El eufemísticamente llamado Centro de Rehabilitación Social de Turi, es una cárcel. Y las Personas Privadas de Libertad que la habitan son simplemente reos de toda calaña y especialidad delictiva, aunque acaso entre ellos pudieran haber algunas víctimas inocentes.
El enorme complejo en 6.3 hectáreas de construcción y 7.4 de amortiguamiento, fue construido entre 2012 y 2014 en el gobierno del Presidente Correa que lo contrató el 17 de diciembre de 2012 por 27 004 353,65 dólares y 420 días de plazo, pero acabó costando 38 547 499,06 dólares y se lo concluyó con 300 días días de prórroga. La enorme construcción, tras la parroquia tutelar de Turi, contrasta su lúgubre presencia con el paisaje rural secularmente apacible. Desde que empezó a funcionar es epicentro de revueltas, sobrepoblación carcelaria, amotinamientos y crímenes de lesa humanidad, sin que las autoridades penitenciarias resuelvan los problemas administrativos, disciplinarios y aún de tráfico de drogas, armas, teléfonos celulares y artefactos prohibidos para los detenidos.
El 20 de febrero de 2020 –un jueves de compadres, vísperas del Carnaval-, seis presos aparecieron muertos, colgados de literas en tres celdas y aún no se ha esclarecido si fueron asesinados o se suicidaron, suposición esta última, realmente inaceptable. Tan horroroso acontecimiento fue anuncio de que algo peor sucedería…
Y el martes 23 de febrero de 2021 acaba de producirse una masacre entre bandas delictivas de internos penitenciarios, con 34 de ellos muertos a cuchillazos, golpes contundentes y acaso armas de fuego. En forma simultánea ocurrieron episodios similares en prisiones de Latacunga y Guayaquil, para un total aún provisional de 79 asesinatos. Es inimaginable el espantoso horror de la lucha encarnizada de fieras humanas disputándose el dominio de sus jerarquías delictivas, ante la impotente mirada de directivos y guardias de seguridad.
El sistema penitenciario del Ecuador está en crisis, como lo ha estado siempre. De nada sirve llamar a los criminales PPL (personas privadas de la libertad) o mentir que las cárceles son centros de rehabilitación social. Lo urgente, emergente, es que ante estos últimos macabros episodios el Estado con todas sus funciones ponga los ojos, los recursos, las leyes, para transformar las cárceles en centros de rehabilitación social, quizá empezando por desbaratar las mafias que al parecer se constituyen con la anuencia sospechosa de funcionarios a sueldo en la administración penitenciaria.

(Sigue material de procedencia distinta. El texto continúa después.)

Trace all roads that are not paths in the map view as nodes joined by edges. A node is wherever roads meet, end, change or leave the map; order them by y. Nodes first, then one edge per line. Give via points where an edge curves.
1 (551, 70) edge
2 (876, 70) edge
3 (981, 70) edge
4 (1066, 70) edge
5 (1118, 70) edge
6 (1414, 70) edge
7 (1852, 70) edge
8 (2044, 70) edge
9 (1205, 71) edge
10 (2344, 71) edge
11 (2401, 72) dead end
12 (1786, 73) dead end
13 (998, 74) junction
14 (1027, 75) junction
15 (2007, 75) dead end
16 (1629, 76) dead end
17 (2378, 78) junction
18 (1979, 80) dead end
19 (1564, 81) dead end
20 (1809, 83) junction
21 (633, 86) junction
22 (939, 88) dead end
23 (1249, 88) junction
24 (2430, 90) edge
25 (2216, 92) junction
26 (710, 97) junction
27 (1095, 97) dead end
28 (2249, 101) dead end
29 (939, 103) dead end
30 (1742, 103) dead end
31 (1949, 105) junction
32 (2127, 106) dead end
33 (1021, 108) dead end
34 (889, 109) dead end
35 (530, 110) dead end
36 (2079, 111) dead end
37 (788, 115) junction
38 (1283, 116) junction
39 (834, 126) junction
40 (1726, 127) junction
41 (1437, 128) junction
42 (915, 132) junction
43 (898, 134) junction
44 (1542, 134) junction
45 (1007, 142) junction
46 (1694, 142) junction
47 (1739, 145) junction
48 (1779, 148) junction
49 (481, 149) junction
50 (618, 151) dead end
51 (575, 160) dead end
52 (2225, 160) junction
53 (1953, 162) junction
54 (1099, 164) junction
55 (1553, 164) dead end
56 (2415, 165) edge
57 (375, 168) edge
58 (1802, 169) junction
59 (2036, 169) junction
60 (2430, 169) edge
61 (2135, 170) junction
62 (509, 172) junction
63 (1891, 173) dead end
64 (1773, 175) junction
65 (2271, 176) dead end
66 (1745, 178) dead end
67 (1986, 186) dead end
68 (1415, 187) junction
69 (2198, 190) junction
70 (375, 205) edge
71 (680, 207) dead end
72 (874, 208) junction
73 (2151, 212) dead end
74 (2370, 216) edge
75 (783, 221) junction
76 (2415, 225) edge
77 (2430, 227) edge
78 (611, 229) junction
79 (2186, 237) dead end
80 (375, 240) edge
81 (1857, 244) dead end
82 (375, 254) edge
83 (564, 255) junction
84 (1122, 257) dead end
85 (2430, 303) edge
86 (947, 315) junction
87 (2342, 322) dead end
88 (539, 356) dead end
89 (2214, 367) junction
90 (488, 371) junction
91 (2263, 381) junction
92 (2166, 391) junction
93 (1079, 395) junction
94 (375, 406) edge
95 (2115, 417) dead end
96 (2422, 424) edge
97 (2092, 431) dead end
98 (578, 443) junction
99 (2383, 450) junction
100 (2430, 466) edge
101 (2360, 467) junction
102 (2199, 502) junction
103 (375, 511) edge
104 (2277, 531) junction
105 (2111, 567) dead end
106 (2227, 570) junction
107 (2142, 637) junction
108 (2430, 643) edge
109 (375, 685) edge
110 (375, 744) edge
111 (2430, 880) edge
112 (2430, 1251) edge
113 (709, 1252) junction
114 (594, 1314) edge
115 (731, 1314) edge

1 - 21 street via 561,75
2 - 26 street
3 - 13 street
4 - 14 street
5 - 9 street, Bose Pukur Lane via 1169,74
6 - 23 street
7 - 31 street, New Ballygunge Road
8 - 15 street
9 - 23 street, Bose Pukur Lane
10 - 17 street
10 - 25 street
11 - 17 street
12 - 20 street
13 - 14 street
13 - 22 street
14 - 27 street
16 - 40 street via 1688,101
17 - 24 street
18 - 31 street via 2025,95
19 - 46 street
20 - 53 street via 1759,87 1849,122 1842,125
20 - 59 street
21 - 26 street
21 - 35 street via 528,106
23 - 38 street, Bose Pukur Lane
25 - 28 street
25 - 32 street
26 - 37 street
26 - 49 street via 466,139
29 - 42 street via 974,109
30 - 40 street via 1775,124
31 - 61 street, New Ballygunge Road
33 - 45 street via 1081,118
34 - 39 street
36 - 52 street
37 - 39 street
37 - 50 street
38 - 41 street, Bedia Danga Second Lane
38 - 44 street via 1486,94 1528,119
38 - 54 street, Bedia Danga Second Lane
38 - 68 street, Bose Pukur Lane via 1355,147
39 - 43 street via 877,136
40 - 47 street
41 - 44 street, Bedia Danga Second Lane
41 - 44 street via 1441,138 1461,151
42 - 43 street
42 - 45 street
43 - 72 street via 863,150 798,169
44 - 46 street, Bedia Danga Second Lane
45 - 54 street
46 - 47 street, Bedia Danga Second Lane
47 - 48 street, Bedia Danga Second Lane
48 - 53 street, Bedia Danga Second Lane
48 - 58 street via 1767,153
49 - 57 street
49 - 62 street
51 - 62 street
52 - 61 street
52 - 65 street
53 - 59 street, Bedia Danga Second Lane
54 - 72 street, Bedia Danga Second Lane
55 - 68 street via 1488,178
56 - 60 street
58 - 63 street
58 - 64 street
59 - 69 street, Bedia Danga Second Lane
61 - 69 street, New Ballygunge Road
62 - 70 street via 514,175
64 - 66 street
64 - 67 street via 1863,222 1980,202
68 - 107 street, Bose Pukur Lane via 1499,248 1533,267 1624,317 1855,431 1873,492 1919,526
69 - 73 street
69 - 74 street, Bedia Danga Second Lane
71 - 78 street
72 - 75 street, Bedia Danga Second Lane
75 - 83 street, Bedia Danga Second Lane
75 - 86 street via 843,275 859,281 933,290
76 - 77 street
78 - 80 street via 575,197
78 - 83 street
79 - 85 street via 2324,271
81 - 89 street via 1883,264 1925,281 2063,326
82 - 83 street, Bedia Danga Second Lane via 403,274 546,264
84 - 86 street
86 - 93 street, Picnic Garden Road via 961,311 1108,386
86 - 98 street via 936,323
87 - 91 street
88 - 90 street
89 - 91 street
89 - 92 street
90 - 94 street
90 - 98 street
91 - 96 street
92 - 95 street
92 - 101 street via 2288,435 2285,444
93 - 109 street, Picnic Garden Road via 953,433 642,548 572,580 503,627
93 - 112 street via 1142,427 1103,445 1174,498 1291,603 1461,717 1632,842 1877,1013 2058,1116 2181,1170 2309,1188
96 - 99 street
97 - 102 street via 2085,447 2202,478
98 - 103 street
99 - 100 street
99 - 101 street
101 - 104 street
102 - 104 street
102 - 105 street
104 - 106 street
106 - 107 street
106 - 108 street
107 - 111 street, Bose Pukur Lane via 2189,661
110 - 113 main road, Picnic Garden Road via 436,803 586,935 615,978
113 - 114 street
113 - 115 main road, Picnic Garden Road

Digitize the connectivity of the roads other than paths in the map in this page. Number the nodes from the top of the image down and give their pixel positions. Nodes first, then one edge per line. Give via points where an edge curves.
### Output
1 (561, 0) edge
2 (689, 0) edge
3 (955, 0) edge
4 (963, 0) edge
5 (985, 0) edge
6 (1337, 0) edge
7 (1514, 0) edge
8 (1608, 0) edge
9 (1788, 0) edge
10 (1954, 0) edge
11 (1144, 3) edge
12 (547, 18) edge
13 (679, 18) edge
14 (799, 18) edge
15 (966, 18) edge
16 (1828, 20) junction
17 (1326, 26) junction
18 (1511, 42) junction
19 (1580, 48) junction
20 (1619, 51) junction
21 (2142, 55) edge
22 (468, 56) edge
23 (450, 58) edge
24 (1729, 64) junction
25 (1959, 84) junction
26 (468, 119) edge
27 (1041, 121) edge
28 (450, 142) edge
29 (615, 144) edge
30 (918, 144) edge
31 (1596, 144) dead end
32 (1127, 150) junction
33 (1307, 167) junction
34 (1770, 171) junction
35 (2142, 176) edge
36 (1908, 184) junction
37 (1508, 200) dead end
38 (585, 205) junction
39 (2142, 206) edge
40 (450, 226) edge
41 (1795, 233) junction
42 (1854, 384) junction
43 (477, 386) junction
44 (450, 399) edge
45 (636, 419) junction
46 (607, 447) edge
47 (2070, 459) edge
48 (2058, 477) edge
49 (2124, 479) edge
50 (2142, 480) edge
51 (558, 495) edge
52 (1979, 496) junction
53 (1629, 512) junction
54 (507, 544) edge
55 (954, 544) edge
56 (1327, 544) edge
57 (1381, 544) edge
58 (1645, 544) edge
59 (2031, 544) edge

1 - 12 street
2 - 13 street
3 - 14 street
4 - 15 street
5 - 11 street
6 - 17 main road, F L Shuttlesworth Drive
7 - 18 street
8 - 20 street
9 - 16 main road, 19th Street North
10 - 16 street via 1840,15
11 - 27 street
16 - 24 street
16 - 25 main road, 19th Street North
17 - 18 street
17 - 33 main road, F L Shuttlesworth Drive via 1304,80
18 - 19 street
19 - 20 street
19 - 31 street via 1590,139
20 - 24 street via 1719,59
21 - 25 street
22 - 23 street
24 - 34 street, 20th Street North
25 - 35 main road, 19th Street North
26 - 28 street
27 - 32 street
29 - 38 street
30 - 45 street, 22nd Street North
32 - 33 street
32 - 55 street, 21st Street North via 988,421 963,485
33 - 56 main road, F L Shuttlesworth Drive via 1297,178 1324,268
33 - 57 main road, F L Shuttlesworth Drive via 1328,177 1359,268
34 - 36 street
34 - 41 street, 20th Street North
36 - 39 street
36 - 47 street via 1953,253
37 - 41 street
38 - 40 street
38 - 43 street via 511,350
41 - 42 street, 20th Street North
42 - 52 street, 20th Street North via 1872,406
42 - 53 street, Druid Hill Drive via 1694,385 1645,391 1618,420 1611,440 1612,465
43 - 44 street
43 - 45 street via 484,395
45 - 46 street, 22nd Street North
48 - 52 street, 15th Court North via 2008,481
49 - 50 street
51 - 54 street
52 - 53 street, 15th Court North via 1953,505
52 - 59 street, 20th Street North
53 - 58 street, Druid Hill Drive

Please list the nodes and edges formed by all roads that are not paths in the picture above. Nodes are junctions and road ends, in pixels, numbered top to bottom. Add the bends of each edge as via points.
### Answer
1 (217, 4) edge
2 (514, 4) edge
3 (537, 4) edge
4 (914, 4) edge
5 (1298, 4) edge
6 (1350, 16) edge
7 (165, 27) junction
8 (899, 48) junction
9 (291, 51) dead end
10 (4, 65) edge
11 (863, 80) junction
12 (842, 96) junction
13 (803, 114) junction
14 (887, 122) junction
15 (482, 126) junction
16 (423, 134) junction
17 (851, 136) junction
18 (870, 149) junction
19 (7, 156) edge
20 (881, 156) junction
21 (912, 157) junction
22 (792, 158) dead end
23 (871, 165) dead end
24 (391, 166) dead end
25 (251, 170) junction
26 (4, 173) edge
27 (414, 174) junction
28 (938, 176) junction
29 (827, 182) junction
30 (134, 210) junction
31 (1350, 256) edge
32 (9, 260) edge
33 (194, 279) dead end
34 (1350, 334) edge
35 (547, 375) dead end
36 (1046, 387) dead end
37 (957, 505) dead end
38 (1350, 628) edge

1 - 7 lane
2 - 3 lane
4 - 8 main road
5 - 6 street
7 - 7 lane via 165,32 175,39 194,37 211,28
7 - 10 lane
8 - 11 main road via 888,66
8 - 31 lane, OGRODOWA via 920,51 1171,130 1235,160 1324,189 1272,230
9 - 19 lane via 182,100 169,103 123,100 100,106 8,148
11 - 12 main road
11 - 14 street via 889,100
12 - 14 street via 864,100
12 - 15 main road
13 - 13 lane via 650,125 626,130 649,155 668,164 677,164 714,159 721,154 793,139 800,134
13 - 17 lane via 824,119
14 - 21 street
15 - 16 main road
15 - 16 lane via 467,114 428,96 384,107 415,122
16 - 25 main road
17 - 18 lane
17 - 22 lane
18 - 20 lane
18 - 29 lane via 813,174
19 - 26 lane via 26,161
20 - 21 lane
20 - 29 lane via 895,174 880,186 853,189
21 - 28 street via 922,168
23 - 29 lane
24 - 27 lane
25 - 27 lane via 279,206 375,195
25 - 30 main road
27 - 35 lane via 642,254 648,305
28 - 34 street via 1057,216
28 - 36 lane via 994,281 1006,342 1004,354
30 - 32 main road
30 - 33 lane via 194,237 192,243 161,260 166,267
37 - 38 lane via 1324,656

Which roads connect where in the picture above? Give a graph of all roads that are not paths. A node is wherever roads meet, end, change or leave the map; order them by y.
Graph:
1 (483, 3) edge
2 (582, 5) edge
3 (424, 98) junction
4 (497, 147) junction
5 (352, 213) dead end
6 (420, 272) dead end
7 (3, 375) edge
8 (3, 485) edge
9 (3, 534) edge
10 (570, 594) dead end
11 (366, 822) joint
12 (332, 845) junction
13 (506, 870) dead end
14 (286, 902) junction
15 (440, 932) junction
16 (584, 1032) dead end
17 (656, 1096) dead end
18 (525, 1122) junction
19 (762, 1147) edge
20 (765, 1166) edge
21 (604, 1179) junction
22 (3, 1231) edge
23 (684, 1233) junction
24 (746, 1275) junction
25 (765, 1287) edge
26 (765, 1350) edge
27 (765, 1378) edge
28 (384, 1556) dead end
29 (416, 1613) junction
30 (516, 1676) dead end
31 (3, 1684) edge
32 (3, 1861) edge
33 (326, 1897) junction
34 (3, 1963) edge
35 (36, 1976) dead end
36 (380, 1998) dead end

En las cárceles, de alguna manera, se sedimentan los vicios, la corrupción, las desesperanzas y las reacciones más primitivas de la condición humana, sin dios ni ley, contra las inequidades de la sociedad, de las leyes, de la justicia. Descomunales construcciones carcelarias, como la de Turi, no resolverán los problemas penitenciarios, si quienes las administran no cumplen a cabalidad las responsabilidades que, por su especialidad, tienen en sus manos. Bien vale un recuerdo de enero de 1947, cuando al colocarse la primera piedra de la “cárcel modelo” de Cullca, que antecedió a la de Turi, el concejal Antonio Abraham Barzallo pronunció estas palabras: “He de decirlo con pena que más bien en las prisiones es donde nuestros hermanos más se corrompen y degeneran, porque no hay allí una escuela cívica, una plática de moral, un ejercicio de espiritualidad, una voz de consuelo, una medicación para sus dolores, un lecho para su descanso: los presos constituyen el escándalo social, olvidados de la filantropía, retardados en su juzgamiento, despreciados por sus guardianes, van agotándose de hambre, de tristeza, de falta de libertad, de ausencia del hogar y del terruño… Esto no es humanitario, no es civilizado, no es liberal, no es cristiano”.